Think it's time to polish my resume and start pounding on doors of tech companies in Austin.


----------



## Buka (Nov 21, 2014)

Stay safe and warm, Bob. We're used to the hardships of winter here in Boston, but Buffalo this year is something else. You guys are literally "off the charts."

My opinion on winter hasn't changed since I was in college. I can sum it up with one photo -


----------



## Zero (Nov 21, 2014)

jezr74 said:


> My back started aching just looking at those photos, stay safe Bob.



ha! for a second I thought you were referring to DirtyDog's pic


----------



## arnisador (Nov 22, 2014)

In related news, we leave for Florida in a couple of hours.


----------



## Dirty Dog (Nov 22, 2014)

arnisador said:


> In related news, we leave for Florida in a couple of hours.



Bastard. We all hate you really right now. 


Sent from an old fashioned 300 baud acoustic modem by whistling into the handset. Really.


----------



## Bob Hubbard (Nov 24, 2014)

So, final tally:
$325 damage to the Prius.  
$500 laminate floor in the studio's soaked, and ruined.
$75 Weber grill is toast.
My body feels like I just went 60 minutes with Cactus Jack and Sabu.

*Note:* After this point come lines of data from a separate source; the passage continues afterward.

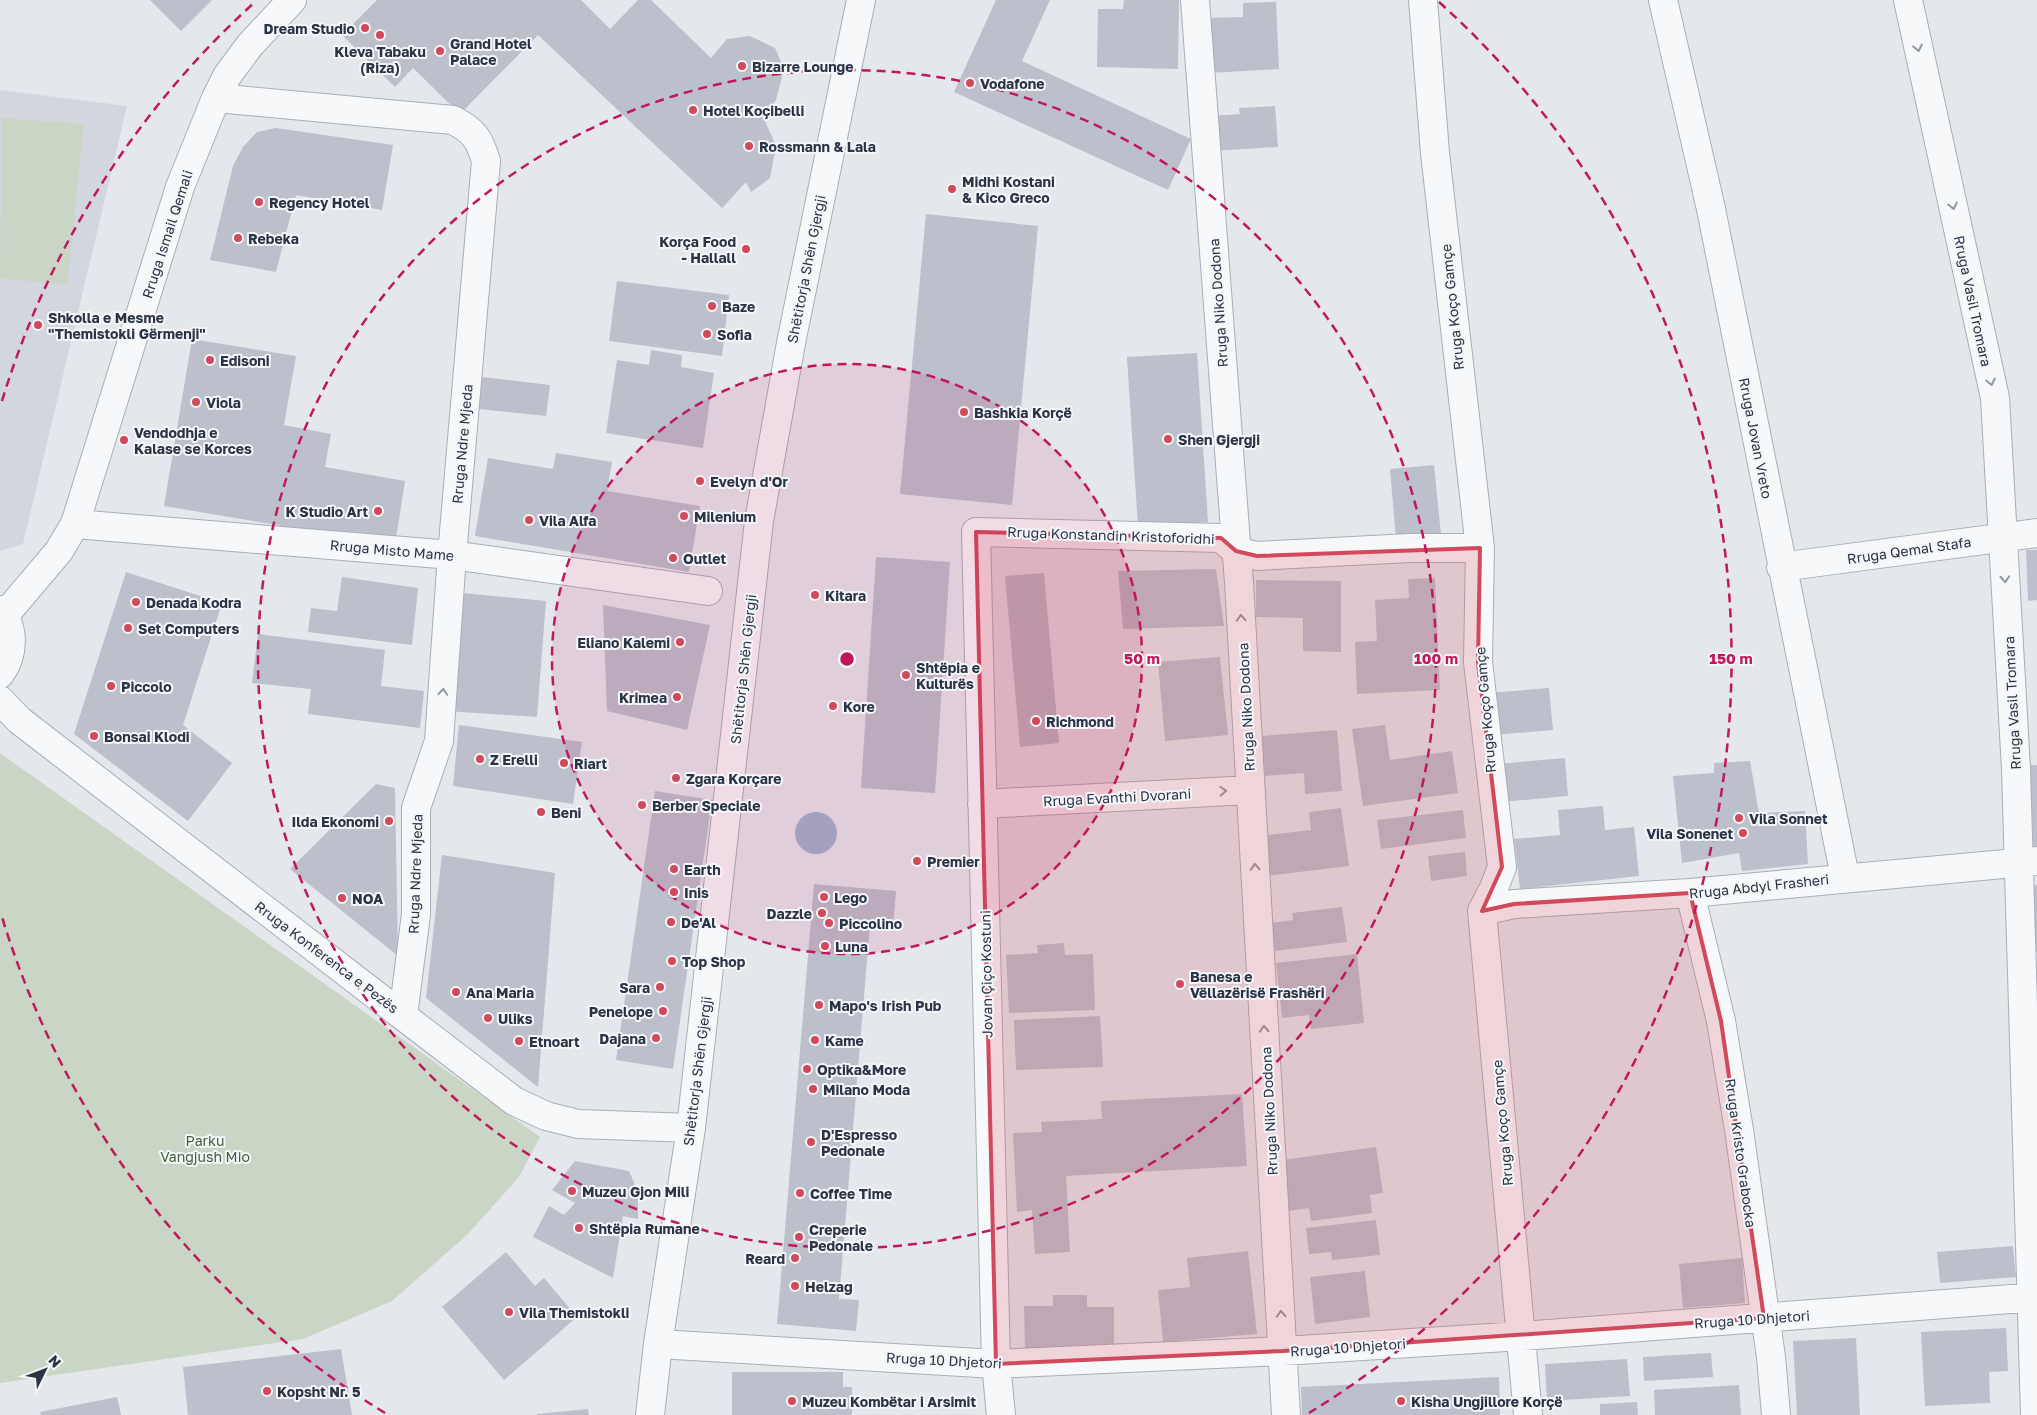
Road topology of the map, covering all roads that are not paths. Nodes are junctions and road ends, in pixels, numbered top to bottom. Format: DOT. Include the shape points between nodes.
graph roads {
  1 [pos="292,0"];
  2 [pos="861,0"];
  3 [pos="1194,0"];
  4 [pos="1423,0"];
  5 [pos="1664,0"];
  6 [pos="1908,0"];
  7 [pos="216,98"];
  8 [pos="74,524"];
  9 [pos="976,532"];
  10 [pos="2037,533"];
  11 [pos="2003,537"];
  12 [pos="1480,548"];
  13 [pos="1236,552"];
  14 [pos="452,554"];
  15 [pos="1781,567"];
  16 [pos="708,591"];
  17 [pos="2,612"];
  18 [pos="0,674"];
  19 [pos="0,700"];
  20 [pos="1251,790"];
  21 [pos="982,804"];
  22 [pos="2028,862"];
  23 [pos="1845,877"];
  24 [pos="1690,893"];
  25 [pos="1482,911"];
  26 [pos="403,1016"];
  27 [pos="691,1128"];
  28 [pos="2034,1298"];
  29 [pos="1764,1318"];
  30 [pos="1522,1336"];
  31 [pos="658,1344"];
  32 [pos="1283,1351"];
  33 [pos="996,1364"];
  34 [pos="650,1415"];
  35 [pos="662,1415"];
  36 [pos="1001,1415"];
  37 [pos="1286,1415"];
  38 [pos="1528,1415"];
  39 [pos="1776,1415"];
  40 [pos="2035,1415"];
  1 -- 7 [label="street, Rruga Ismail Qemali" via="250,45 227,76"];
  2 -- 27 [label="street, Shëtitorja Shën Gjergji" via="793,333 759,521"];
  3 -- 13 [label="street, Rruga Niko Dodona"];
  4 -- 12 [label="street, Rruga Koço Gamçe" via="1435,153"];
  5 -- 15 [label="street, Rruga Jovan Vreto" via="1711,209"];
  6 -- 11 [label="street, Rruga Vasil Tromara, one-way" via="1994,398"];
  7 -- 8 [label="street, Rruga Ismail Qemali" via="180,187"];
  7 -- 14 [label="street, Rruga Ndre Mjeda" via="453,120 470,129 480,143 486,162"];
  8 -- 14 [label="street, Rruga Misto Mame"];
  8 -- 17 [label="street, Rruga Ismail Qemali" via="59,551"];
  9 -- 13 [label="street, Rruga Konstandin Kristoforidhi" via="1221,538"];
  9 -- 21 [label="street, Jovan Çiço Kostuni"];
  10 -- 11 [label="street, Rruga Qemal Stafa"];
  11 -- 15 [label="street, Rruga Qemal Stafa"];
  11 -- 22 [label="street, Rruga Vasil Tromara, one-way" via="2016,770"];
  12 -- 13 [label="street, Rruga Konstandin Kristoforidhi" via="1410,548 1257,556"];
  12 -- 25 [label="street, Rruga Koço Gamçe" via="1478,662 1502,867"];
  20 -- 13 [label="street, Rruga Niko Dodona, one-way"];
  14 -- 16 [label="street, Rruga Misto Mame"];
  26 -- 14 [label="street, Rruga Ndre Mjeda, one-way" via="416,914 416,808 439,741"];
  15 -- 23 [label="street, Rruga Jovan Vreto"];
  17 -- 18 [label="street" via="11,642"];
  19 -- 26 [label="street, Rruga Konferenca e Pezës" via="18,720"];
  21 -- 20 [label="street, Rruga Evanthi Dvorani, one-way"];
  32 -- 20 [label="street, Rruga Niko Dodona, one-way"];
  21 -- 33 [label="street, Jovan Çiço Kostuni"];
  22 -- 23 [label="street, Rruga Abdyl Frasheri"];
  22 -- 28 [label="street, Rruga Vasil Tromara"];
  23 -- 24 [label="street, Rruga Abdyl Frasheri"];
  24 -- 25 [label="street, Rruga Abdyl Frasheri" via="1514,904"];
  24 -- 29 [label="street, Rruga Kristo Grabocka" via="1721,1021"];
  25 -- 30 [label="street, Rruga Koço Gamçe"];
  26 -- 27 [label="street, Rruga Konferenca e Pezës" via="514,1101 546,1116 578,1124"];
  27 -- 31 [label="street, Shëtitorja Shën Gjergji"];
  28 -- 29 [label="street, Rruga 10 Dhjetori"];
  28 -- 40 [label="street, Rruga Vasil Tromara"];
  29 -- 30 [label="street, Rruga 10 Dhjetori"];
  29 -- 39 [label="street, Rruga Kristo Grabocka"];
  30 -- 32 [label="street, Rruga 10 Dhjetori"];
  30 -- 38 [label="street, Rruga Koço Gamçe"];
  31 -- 33 [label="street, Rruga 10 Dhjetori"];
  31 -- 34 [label="street, Shëtitorja Shën Gjergji"];
  31 -- 35 [label="street, Shëtitorja Shën Gjergji"];
  32 -- 33 [label="street, Rruga 10 Dhjetori"];
  32 -- 37 [label="street, Rruga Niko Dodona"];
  33 -- 36 [label="street, Jovan Çiço Kostuni"];
}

Finished digging the car out today, shoveled at least 750 cubic feet of snow.  Shoveled, not snowblowed.  

So far we've managed to avoid the flooding issues. Just have a little seepage in the basement, a little more than a heavy rain would do.  So got off lucky there.

I'm tired, exhausted to be honest.  It'll be back in the mid 30's tomorrow, and snow is expected.  Yay.

I'm so over this winter thing.  lol


----------



## Xue Sheng (Nov 25, 2014)

We get a storm tomorrow...but NOTHING like you just got


----------